> _Task description_: The response should consist of the data below, copied exactly, with no pictures in it.

── Dataset excerpts

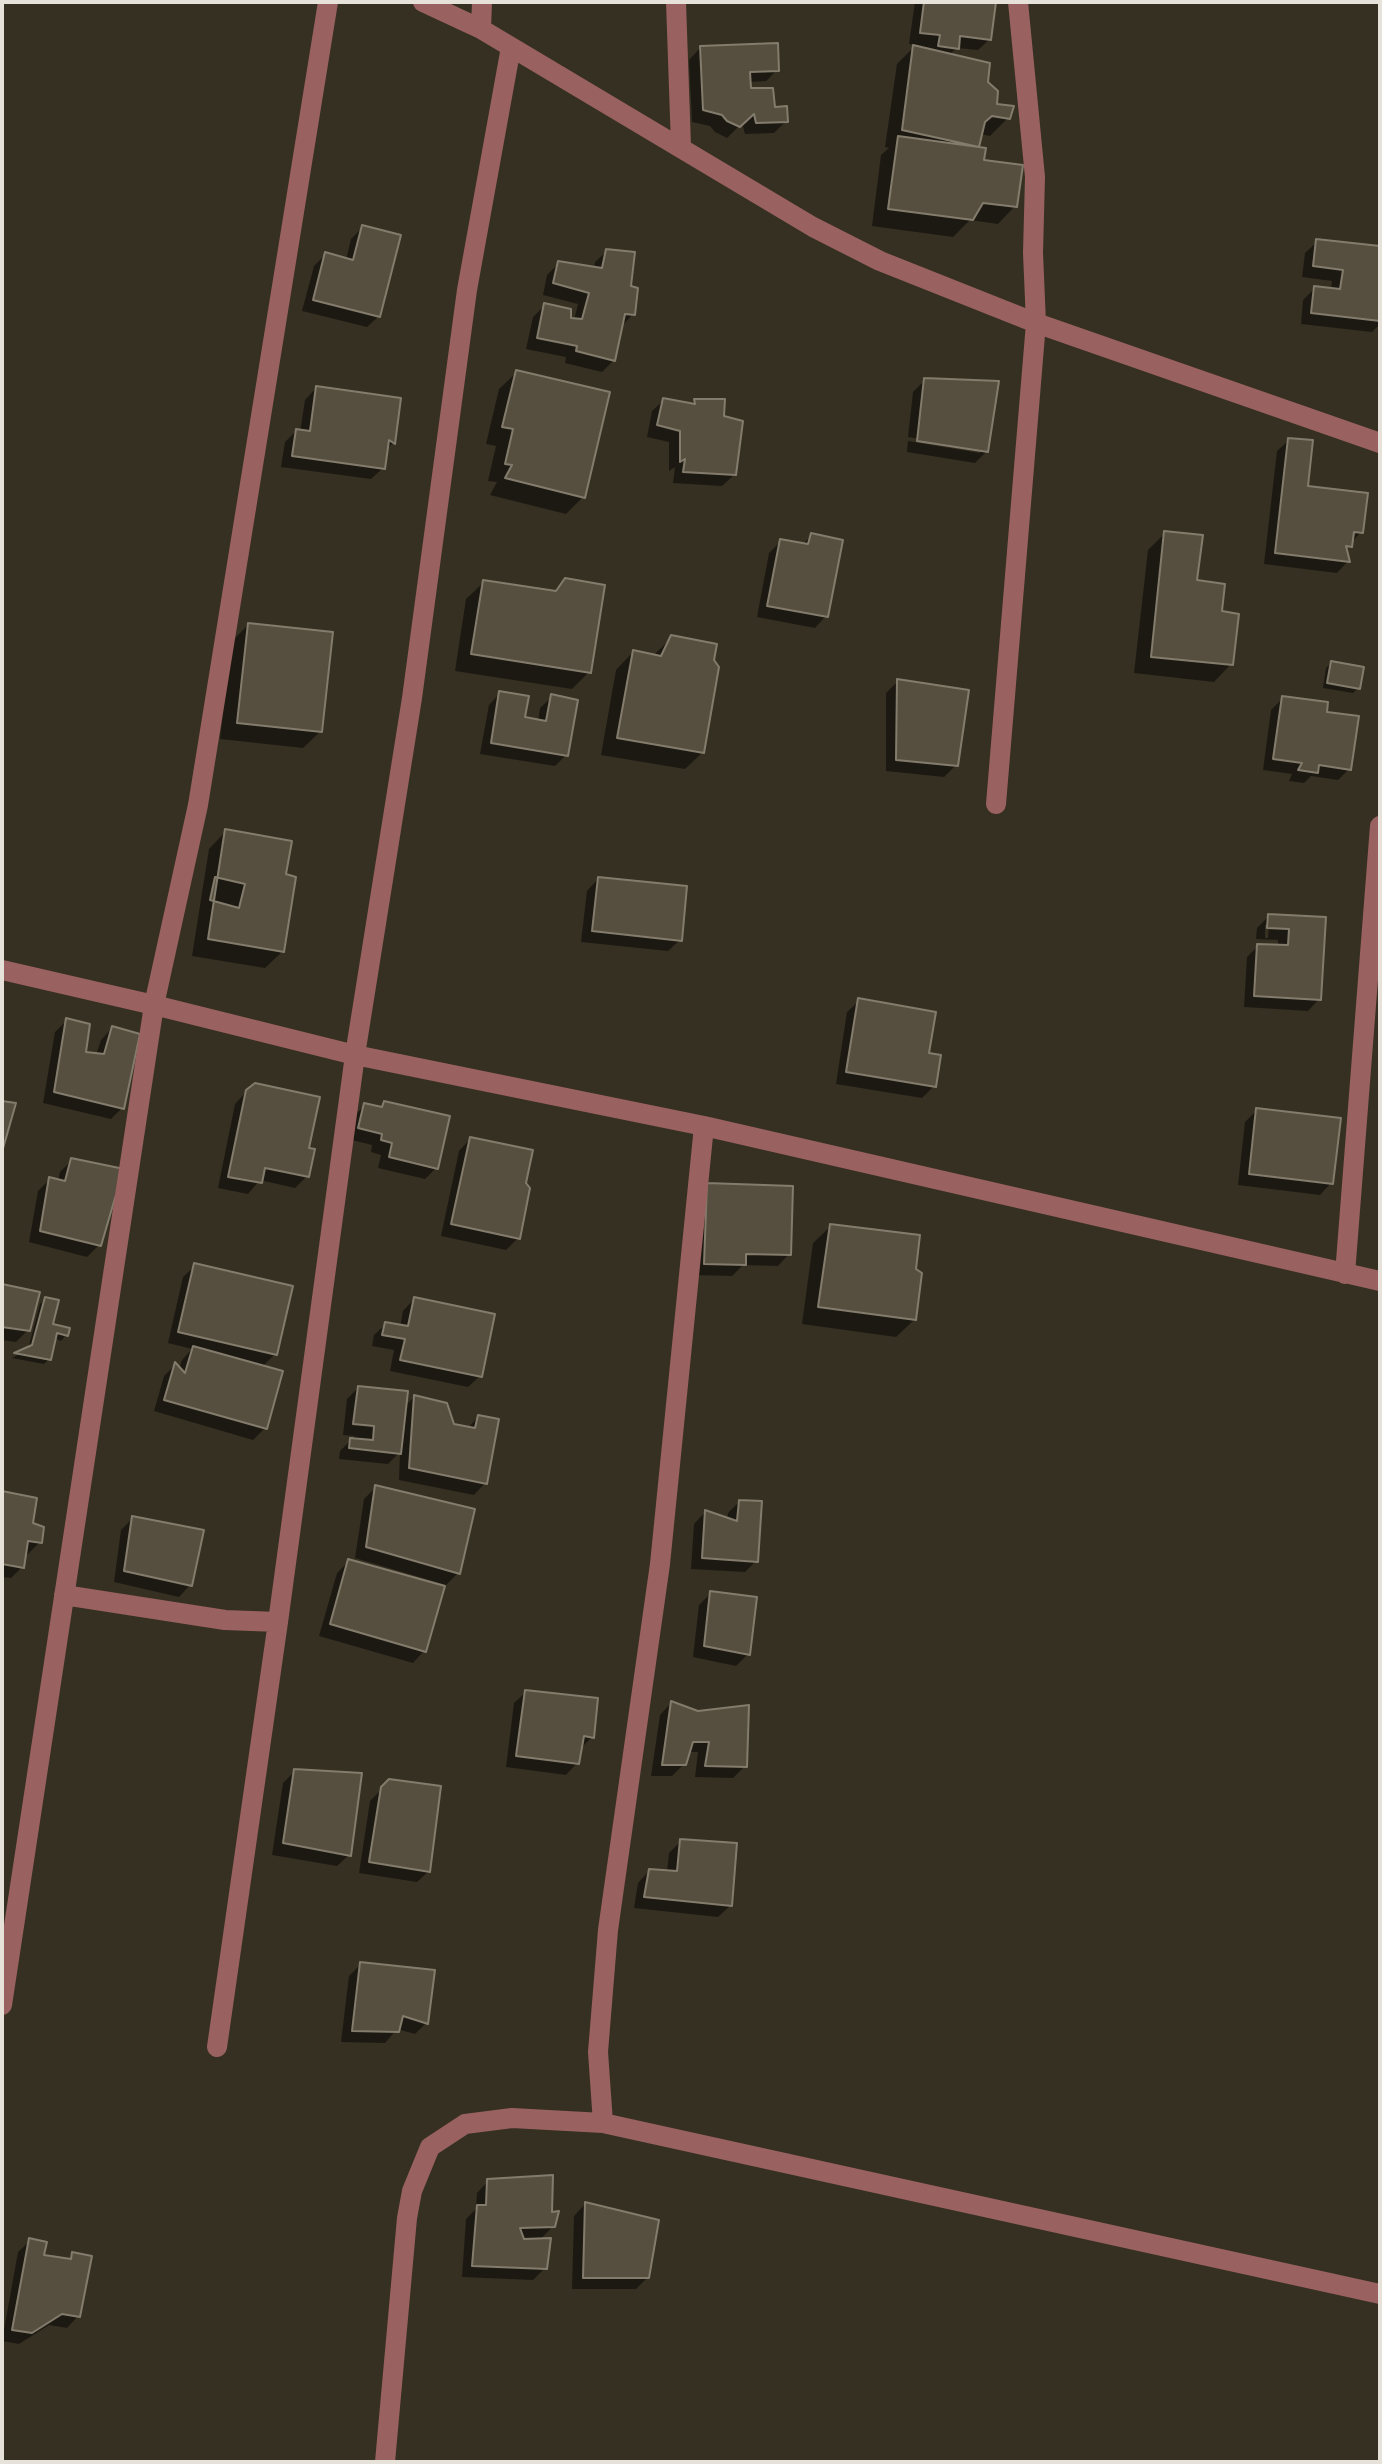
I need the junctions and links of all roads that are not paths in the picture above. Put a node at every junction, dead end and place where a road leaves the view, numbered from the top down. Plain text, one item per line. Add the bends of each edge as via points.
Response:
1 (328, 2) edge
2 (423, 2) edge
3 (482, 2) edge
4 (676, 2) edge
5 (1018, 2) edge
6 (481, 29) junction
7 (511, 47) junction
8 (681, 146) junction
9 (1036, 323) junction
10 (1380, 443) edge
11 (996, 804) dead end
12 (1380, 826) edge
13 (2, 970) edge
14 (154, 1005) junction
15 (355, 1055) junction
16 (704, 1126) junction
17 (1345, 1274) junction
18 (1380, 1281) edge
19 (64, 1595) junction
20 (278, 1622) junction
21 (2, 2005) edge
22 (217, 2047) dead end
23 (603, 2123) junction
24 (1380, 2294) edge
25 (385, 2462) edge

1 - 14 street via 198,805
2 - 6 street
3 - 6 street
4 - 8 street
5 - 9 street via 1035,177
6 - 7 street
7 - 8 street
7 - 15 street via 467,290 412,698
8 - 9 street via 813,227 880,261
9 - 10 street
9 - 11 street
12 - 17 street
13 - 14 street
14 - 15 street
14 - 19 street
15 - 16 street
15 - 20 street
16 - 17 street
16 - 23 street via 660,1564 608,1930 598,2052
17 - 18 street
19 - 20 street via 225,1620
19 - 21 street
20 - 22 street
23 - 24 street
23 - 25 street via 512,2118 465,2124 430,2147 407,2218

────

> _Exercise output_:
I need the junctions and links of all roads that are not paths in the picture above. Put a node at every junction, dead end and place where a road leaves the view, numbered from the top down. Plain text, one item per line. Add the bends of each edge as via points.
Response:
1 (328, 2) edge
2 (423, 2) edge
3 (482, 2) edge
4 (676, 2) edge
5 (1018, 2) edge
6 (481, 29) junction
7 (511, 47) junction
8 (681, 146) junction
9 (1036, 323) junction
10 (1380, 443) edge
11 (996, 804) dead end
12 (1380, 826) edge
13 (2, 970) edge
14 (154, 1005) junction
15 (355, 1055) junction
16 (704, 1126) junction
17 (1345, 1274) junction
18 (1380, 1281) edge
19 (64, 1595) junction
20 (278, 1622) junction
21 (2, 2005) edge
22 (217, 2047) dead end
23 (603, 2123) junction
24 (1380, 2294) edge
25 (385, 2462) edge

1 - 14 street via 198,805
2 - 6 street
3 - 6 street
4 - 8 street
5 - 9 street via 1035,177
6 - 7 street
7 - 8 street
7 - 15 street via 467,290 412,698
8 - 9 street via 813,227 880,261
9 - 10 street
9 - 11 street
12 - 17 street
13 - 14 street
14 - 15 street
14 - 19 street
15 - 16 street
15 - 20 street
16 - 17 street
16 - 23 street via 660,1564 608,1930 598,2052
17 - 18 street
19 - 20 street via 225,1620
19 - 21 street
20 - 22 street
23 - 24 street
23 - 25 street via 512,2118 465,2124 430,2147 407,2218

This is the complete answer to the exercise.